While doing the dishes might be an inapplicable example for me, I have been thinking more and more about paying attention, being present, changing perspective. Enjoying life as it happens, regardless of whether I have control or not. (Because more often than not, I don’t.)
Especially when it comes to my family. Letting myself bask in their small joys. Sharing tiny and huge moments of laughter. Taking the time to listen. To kiss a boo-boo. To give a hug. To not feel like my time is too precious for the ones I love. For the ones who bring me the most joy in life.
I’ve been thinking about all this. Every moment of every day is really what life is about. Enjoying this very moment as it happens is what life is all about. Enjoying the train. Enjoying the dishes. Enjoying the small moments.
Because there are a lot more of those than the big ones.
Love this post. I’ve been thinking about this so much—I struggle with wanting to be as productive as possible with my time, and wanting to be open to the gifts of the moment. With scheduling everything and allowing for spontaneous moments.
Reading Karen Maezen Miller’s Hand Wash Cold and Momma Zen have been greatly helpful to me;I think you’d like her writing (she blogs as well). I also read Gifts of an Ordinary Day by Katrina Kenison, whose whole point is similar to your post.
Lastly I wonder what you make of this quote (from the blog http://www.choosingbeauty.com): “There is no rush. No right or wrong. There is only me, blooming into being and basking in the light. I am right on time.”
I love it and totally reject it at the same time, because there is a much louder voice in my head saying “hurry, hurry, hurry!”
Really meaty post; lots of food for thought in there. I relate to the “if I can’t do it in 7 days I feel like a failure” thinking. Me too!
So I have tried, particularly when washing dishes by hand, which I mostly enjoy, to BE PRESENT and feel the moment. Sometimes I get closest to it when I am petting one of my cats.
Thanks for this.
This is perfect for me this week. So funny you mention washing dishes. Just the other day my hubby and I were remembering with our kids that for 8 years at our first house we had NO DISHWASHER!! I know how strange, how old fashion, how did we ever manage. Well we did just fine, and we talked about missing those days of dish washing together. We had one 9 yr. old and a 2 & 1 yr. old. So lots of dishes and bottles needed done EVERYDAY!! Looking back we never complained and we enjoyed it rotating turns. Whoever did the dishes the other parent bath/read/bedtime with the girls. One night a week we did all the bedtime routines together then washed/dried the dishes together. Just quiet time for us two to talk about the kids/work whatever.
Fast forward we get a new bigger house with a dishwasher and we don’t even use it for the first 8 months. Then life got busier and we started using the dishwasher constantly and forget all about those dishwashing days.
Well just the other day I said no dishwasher tonight, instead I filled up the sink with hot/soapy water and washed them and the pots/pans. All on my own and it felt great, took my time and just thought back to those days.

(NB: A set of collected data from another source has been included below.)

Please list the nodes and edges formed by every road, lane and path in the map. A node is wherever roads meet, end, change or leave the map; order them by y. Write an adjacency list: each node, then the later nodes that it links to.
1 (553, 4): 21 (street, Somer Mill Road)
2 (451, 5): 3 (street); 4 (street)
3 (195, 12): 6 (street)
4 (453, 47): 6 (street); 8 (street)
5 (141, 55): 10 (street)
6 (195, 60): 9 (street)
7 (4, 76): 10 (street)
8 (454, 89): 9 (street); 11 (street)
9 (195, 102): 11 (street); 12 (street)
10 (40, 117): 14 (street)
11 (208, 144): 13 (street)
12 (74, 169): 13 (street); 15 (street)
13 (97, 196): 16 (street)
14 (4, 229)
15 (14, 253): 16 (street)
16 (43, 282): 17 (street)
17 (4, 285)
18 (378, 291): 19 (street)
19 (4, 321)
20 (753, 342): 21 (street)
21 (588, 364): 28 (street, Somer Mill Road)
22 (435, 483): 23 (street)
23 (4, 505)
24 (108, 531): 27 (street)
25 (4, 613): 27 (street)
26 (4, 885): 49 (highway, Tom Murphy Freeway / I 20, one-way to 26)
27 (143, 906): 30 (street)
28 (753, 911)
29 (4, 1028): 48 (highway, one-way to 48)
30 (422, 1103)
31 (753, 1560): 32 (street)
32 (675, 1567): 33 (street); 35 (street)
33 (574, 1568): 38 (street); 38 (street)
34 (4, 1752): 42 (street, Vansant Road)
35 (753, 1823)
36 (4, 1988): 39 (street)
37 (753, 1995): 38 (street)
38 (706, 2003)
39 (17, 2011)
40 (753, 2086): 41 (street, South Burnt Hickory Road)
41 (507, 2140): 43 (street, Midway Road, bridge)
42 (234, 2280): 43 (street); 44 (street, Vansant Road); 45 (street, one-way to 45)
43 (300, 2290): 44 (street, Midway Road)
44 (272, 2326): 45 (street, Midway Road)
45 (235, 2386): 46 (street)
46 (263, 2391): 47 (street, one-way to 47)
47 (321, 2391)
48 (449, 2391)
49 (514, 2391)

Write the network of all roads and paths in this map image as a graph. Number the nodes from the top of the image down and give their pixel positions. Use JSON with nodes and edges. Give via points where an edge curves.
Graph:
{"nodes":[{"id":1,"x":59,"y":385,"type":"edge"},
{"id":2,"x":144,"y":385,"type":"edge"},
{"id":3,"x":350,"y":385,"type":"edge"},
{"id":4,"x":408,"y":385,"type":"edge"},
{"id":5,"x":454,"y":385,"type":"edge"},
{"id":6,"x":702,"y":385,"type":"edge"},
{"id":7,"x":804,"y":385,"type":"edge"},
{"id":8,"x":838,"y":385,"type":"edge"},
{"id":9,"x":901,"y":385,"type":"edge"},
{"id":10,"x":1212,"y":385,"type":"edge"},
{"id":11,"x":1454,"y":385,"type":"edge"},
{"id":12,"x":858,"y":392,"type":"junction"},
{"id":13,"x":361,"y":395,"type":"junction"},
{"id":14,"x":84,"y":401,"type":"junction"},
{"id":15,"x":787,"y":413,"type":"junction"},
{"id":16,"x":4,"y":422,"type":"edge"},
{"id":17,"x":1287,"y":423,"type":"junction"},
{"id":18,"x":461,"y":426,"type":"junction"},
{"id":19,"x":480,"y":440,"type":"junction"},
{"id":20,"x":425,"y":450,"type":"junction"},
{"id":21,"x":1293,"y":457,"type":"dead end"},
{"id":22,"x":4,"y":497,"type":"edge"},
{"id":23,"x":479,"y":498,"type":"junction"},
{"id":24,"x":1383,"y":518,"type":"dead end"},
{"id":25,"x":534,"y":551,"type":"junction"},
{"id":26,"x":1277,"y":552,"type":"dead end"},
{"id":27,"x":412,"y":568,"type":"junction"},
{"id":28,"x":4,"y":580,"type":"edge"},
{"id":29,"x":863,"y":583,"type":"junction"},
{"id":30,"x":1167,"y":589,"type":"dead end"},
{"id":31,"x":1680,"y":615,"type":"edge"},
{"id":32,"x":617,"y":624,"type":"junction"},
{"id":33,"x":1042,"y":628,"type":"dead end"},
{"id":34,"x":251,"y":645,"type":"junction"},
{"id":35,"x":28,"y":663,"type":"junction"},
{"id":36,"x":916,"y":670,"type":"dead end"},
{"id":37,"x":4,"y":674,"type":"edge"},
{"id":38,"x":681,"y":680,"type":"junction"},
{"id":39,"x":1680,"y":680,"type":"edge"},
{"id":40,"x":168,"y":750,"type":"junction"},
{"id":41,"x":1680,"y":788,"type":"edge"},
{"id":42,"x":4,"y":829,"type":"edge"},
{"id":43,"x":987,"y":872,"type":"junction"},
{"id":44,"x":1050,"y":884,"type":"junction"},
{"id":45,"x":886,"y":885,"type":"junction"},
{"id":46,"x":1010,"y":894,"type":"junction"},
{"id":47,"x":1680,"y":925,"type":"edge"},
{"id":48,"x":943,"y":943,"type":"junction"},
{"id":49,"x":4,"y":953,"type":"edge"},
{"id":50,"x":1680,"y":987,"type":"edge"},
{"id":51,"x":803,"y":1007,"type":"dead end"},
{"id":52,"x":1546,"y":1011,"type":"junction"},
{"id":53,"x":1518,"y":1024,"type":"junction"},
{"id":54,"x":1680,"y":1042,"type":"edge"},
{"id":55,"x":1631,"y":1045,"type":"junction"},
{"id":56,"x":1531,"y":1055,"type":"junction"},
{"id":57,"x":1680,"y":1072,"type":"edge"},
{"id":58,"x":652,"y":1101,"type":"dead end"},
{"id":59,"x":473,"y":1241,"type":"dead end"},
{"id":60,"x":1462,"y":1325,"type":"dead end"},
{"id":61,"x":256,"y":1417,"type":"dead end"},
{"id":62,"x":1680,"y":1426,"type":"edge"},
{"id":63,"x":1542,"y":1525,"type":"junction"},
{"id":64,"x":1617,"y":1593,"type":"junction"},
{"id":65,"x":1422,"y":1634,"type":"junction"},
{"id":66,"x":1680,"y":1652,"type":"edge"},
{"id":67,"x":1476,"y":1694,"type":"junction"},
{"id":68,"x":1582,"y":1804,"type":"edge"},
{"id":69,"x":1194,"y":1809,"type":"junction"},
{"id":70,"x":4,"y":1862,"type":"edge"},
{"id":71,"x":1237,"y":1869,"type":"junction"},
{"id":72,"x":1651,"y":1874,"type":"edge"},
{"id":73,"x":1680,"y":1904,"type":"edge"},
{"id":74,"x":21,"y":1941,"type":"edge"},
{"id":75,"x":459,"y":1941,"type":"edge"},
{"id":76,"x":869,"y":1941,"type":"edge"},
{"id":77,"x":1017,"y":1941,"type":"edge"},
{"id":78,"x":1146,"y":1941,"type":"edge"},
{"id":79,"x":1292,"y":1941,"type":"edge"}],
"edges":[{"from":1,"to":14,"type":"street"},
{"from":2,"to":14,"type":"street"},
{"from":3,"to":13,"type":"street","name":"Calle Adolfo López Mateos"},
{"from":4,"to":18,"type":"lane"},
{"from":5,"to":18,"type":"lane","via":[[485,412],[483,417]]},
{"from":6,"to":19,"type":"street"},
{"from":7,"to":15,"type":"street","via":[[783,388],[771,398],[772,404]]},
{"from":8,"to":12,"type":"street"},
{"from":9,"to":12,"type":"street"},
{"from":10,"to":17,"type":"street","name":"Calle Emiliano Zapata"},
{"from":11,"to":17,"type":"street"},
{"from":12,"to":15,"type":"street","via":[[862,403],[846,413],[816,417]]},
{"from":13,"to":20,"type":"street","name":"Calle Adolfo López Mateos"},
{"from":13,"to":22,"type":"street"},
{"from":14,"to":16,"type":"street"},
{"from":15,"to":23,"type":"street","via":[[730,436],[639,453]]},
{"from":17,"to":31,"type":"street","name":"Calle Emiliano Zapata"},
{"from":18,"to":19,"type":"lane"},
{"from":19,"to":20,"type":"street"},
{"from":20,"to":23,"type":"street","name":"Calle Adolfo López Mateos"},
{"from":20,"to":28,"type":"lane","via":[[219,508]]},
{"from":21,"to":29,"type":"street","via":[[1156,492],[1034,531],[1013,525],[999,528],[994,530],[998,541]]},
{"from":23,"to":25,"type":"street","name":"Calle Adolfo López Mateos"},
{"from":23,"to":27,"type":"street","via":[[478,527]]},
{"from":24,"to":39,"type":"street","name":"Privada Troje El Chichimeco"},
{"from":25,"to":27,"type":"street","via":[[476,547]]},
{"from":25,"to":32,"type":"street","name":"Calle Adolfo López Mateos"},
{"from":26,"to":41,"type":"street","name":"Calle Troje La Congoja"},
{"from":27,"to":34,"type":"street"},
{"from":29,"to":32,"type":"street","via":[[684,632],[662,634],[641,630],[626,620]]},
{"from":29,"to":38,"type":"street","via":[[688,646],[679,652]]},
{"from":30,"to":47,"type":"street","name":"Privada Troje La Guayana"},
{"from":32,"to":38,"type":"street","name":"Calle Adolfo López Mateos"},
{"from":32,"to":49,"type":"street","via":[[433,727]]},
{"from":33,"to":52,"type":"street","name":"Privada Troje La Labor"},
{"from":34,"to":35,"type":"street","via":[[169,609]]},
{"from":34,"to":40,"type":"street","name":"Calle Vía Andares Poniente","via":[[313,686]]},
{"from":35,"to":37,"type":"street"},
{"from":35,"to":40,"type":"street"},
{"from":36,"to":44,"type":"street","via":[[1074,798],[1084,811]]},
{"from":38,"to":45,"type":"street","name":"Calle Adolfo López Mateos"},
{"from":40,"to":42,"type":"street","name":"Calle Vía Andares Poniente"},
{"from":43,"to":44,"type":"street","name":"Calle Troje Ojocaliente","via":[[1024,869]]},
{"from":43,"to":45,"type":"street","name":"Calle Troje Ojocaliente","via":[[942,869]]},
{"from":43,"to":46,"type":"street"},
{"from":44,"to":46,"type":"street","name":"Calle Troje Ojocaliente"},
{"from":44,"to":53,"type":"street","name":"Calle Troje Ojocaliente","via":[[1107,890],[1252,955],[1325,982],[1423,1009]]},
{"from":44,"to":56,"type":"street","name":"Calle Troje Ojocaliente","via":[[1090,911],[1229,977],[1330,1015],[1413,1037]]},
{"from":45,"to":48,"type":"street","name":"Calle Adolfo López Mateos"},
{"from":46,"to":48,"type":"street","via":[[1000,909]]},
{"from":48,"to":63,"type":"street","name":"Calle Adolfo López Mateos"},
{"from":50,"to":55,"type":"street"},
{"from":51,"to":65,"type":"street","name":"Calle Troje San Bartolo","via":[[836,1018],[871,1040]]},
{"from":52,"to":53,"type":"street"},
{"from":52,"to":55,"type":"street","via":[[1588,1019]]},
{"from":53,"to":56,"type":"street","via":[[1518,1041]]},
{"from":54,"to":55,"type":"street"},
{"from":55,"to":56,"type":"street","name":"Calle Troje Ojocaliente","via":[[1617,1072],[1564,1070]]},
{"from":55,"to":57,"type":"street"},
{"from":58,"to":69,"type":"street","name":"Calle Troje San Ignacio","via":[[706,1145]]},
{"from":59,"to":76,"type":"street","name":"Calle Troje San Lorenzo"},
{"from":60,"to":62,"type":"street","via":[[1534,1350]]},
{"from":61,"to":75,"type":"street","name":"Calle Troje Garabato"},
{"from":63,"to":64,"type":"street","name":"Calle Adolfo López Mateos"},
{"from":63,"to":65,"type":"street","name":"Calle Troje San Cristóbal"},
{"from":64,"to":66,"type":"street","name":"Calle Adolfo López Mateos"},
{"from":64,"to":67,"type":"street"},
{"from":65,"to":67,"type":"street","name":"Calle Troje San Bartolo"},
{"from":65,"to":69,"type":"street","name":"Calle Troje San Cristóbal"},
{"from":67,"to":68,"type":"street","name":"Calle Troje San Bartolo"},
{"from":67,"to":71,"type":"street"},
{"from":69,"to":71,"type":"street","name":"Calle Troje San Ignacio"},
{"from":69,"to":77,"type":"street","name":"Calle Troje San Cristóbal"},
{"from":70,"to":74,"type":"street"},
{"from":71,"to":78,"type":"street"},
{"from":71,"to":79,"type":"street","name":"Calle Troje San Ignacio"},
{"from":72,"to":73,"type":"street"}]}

So thanks for reminding me to focus on one thing at a time. That is my biggest flaw according to my very relaxed hubby. Always watching the clock and always ready to jump to the next item on the list.
I will slow down, I will slow down, I will slow down!!
Love the story of the trains, and totally feel that way about trains too.
The circle is unbroken. We always return to this. How lovely to be reminded of you.
how lovely to see you here Karen, I am so honored. How did you find me? Either way, I am grateful for whatever path got you here today 🙂
A wonderful post…really resonates. Thank you for your wisdom.